Excerpted data →

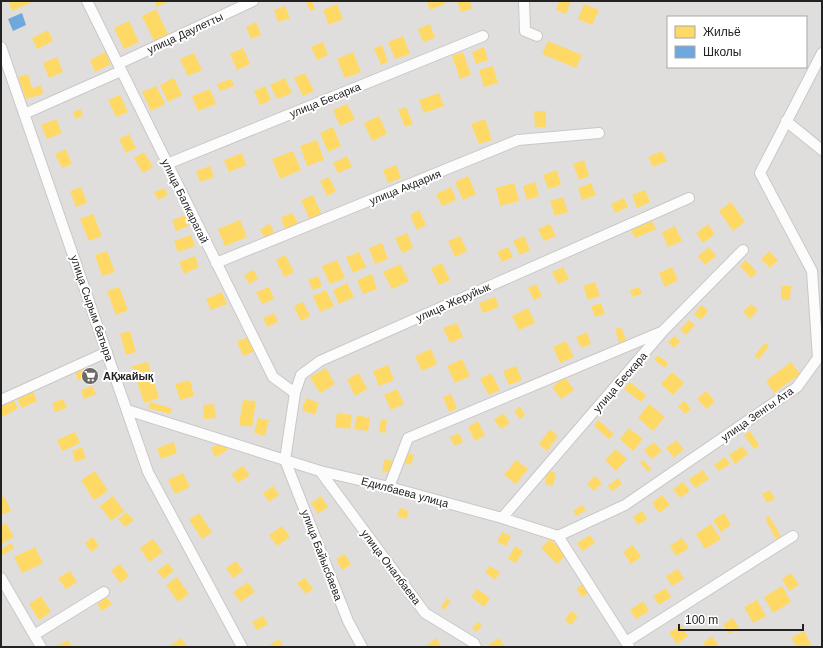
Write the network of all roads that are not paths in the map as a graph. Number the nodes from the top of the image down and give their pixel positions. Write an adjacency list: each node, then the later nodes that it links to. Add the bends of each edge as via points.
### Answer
1 (87, 1): 8 (street, улица Балкарагай)
2 (253, 1): 8 (street, улица Даулетты)
3 (524, 1): 5 (street, via 525,31)
4 (483, 36): 13 (street, улица Бесарка)
5 (537, 36)
6 (1, 47): 9 (street, улица Сырым батыра)
7 (822, 53): 10 (street)
8 (120, 68): 9 (street, улица Даулетты); 13 (street, улица Балкарагай)
9 (24, 114): 18 (street, улица Сырым батыра)
10 (786, 121): 12 (street); 26 (street, улица Зенгы Ата, via 760,172 812,271 818,358 797,387 626,505)
11 (599, 133): 16 (street, улица Акдария, via 518,140)
12 (822, 150)
13 (167, 164): 16 (street, улица Балкарагай)
14 (689, 198): 19 (street, улица Жеруйык, via 320,361 301,375)
15 (743, 250): 17 (street, улица Бескара)
16 (216, 263): 19 (street, улица Балкарагай, via 273,377)
17 (664, 330): 24 (street, via 408,438); 25 (street, улица Бескара)
18 (107, 352): 20 (street); 21 (street, улица Сырым батыра)
19 (295, 393): 22 (street, улица Жеруйык)
20 (1, 400)
21 (127, 410): 22 (street, Едилбаева улица); 34 (street, улица Сырым батыра, via 148,472)
22 (285, 460): 23 (street, Едилбаева улица); 35 (street, улица Байысбаева, via 348,621)
23 (320, 471): 24 (street, Едилбаева улица); 36 (street, улица Оналбаева, via 426,613 474,643)
24 (389, 487): 25 (street, Едилбаева улица)
25 (502, 518): 26 (street, Едилбаева улица)
26 (558, 536): 32 (street)
27 (793, 536): 32 (street)
28 (1, 578): 29 (street)
29 (4, 591): 31 (street)
30 (104, 592): 31 (street)
31 (34, 635): 33 (street)
32 (627, 645)
33 (41, 647)
34 (242, 647)
35 (362, 647)
36 (476, 647)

What the task asks →
Using the records above, report each line with the string "Даулетты".

Solution →
2 (253, 1): 8 (street, улица Даулетты)
8 (120, 68): 9 (street, улица Даулетты); 13 (street, улица Балкарагай)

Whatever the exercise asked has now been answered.